A FEW days after Karachi was lashed by record-breaking rains, there is a palpable feeling of rage amongst this hapless city’s residents. This is not without reason, for in the face of a devastating calamity the people have been left to fend for themselves by those who wield power in this country.

Extreme weather events happen all over the globe, yet damage is mitigated by planning ahead and ensuring that all humanly possible measures are taken to protect lives and property. But in Karachi’s case, these measures are mostly limited to press statements — or the distinct lack of them — and the federal, provincial and local governments seem far more interested in attacking each other’s performance than in solving the city’s problems.

However, in the wake of the latest disaster, there seems to be a change in tone, with the prime minister himself paying attention to the crisis in the country’s commercial capital. On Monday, Imran Khan said he wanted a “Karachi Transformation Plan” finalised soon, while earlier he had stated that the centre would “not abandon” Karachi in times of crises.

This resolve to prevent such disasters from happening again in Karachi is commendable, and to underscore his commitment Mr Khan should visit the metropolis as soon as he can to witness the devastation for himself.
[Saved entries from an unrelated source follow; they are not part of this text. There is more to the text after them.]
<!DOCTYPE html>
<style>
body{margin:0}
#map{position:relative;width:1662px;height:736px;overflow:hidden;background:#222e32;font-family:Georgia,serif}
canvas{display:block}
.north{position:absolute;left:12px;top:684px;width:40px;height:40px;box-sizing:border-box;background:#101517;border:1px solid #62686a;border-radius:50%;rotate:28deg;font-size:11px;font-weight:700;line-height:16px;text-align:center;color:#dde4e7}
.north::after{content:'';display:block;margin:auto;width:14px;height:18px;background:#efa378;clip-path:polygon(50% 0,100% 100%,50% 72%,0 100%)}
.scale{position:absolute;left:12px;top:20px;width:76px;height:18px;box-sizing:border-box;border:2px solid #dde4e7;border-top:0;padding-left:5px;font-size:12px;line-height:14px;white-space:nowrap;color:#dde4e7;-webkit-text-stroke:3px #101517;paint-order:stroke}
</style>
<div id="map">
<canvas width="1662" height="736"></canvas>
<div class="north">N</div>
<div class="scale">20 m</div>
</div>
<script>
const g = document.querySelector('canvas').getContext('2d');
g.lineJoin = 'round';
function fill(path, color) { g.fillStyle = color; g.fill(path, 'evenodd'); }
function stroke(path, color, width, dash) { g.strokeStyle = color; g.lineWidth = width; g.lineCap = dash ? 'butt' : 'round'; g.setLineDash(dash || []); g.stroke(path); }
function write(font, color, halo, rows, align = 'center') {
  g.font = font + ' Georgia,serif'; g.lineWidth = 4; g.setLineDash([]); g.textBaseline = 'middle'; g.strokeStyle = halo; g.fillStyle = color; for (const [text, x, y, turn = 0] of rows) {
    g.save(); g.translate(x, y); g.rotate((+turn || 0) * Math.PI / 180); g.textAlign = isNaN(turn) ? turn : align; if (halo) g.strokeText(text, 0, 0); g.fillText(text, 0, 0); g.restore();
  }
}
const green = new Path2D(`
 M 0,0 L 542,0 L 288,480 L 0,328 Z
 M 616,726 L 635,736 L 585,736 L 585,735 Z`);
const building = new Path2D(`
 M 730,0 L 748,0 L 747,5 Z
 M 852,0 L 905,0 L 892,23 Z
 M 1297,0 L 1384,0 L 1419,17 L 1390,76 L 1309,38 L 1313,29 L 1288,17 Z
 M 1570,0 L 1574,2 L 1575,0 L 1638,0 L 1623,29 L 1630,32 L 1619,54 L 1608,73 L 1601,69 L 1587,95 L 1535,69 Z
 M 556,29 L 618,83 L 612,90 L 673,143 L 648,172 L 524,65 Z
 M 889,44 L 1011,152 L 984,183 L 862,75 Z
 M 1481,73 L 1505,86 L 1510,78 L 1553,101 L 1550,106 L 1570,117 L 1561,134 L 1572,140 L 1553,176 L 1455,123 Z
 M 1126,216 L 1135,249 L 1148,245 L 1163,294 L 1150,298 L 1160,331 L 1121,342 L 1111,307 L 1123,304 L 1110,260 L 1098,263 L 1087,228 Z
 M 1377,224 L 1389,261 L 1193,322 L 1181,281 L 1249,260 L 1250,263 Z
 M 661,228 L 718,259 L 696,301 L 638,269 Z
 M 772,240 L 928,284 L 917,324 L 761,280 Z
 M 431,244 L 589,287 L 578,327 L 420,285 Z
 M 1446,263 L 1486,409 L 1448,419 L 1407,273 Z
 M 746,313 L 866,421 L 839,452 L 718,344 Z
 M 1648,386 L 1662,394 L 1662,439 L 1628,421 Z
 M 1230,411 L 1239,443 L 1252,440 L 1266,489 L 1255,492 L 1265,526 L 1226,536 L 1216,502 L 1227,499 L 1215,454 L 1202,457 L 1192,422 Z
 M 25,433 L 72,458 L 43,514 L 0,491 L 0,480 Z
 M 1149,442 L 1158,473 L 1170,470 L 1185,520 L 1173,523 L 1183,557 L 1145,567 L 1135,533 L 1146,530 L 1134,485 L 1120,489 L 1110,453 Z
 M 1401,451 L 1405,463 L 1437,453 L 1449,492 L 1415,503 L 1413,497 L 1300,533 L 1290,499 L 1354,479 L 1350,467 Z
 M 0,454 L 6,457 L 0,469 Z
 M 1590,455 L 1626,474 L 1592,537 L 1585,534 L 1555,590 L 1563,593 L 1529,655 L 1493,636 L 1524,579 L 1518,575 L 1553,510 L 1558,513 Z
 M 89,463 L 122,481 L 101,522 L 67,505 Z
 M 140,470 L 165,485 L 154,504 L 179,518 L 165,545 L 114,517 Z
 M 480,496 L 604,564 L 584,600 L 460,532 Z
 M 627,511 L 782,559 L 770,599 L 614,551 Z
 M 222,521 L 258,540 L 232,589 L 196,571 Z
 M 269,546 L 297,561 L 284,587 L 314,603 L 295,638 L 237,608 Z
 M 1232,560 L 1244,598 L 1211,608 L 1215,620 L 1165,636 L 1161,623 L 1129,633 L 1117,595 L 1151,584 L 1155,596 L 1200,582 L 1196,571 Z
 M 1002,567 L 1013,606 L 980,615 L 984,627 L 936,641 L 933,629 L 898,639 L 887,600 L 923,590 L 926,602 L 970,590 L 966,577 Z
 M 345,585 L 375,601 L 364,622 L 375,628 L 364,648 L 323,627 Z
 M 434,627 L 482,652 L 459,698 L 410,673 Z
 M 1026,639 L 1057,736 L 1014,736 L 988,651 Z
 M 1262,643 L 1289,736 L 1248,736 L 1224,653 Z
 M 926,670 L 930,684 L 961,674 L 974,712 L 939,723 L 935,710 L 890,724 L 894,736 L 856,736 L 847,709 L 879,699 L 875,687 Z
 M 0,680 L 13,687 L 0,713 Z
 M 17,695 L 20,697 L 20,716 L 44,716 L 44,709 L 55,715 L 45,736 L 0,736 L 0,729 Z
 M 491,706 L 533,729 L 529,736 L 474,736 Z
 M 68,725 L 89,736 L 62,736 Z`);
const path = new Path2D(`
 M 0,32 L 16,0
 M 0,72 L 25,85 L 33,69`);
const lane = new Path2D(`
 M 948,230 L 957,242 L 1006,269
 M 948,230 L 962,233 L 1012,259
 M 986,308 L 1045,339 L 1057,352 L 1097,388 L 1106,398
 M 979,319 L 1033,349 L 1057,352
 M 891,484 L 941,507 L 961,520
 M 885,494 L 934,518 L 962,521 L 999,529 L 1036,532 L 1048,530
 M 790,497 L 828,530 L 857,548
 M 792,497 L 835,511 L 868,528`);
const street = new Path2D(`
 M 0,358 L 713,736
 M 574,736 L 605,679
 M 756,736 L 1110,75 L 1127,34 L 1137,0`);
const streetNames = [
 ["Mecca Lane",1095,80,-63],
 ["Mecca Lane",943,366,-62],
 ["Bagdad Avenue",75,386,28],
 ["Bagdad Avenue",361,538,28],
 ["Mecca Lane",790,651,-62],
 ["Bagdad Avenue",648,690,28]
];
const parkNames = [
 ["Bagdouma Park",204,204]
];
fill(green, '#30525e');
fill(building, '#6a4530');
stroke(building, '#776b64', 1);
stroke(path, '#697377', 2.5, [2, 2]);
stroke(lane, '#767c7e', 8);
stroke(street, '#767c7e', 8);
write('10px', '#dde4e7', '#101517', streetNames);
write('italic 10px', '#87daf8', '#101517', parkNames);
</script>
Under the prime minister’s plan, the city’s key issues — solid waste management, water shortage, matters related to water and sewerage as well as transport — will be focused on.

From here on, both the federal and Sindh governments need to put politics aside and combine forces to help bring Karachi into the 21st century. The neglect of this city has gone on for decades, and this sad fact was manifested most painfully last Thursday when Karachi’s entire infrastructure collapsed and was seemingly washed away by the monsoon deluge.

Monday also marked the day when the tenure of local governments ended in Sindh. Along with coming up with a workable master plan for Karachi with the centre, the Sindh government must take the provincial local bodies law back to the drawing board. The SLGA 2013 has been a miserable failure, especially in Karachi, as the third tier has been eviscerated by a provincial government that has usurped all civic powers.

If meaningful change is to come to Karachi, the Sindh administration must give back civic powers to an elected mayor, while maintaining checks and balances on the third tier.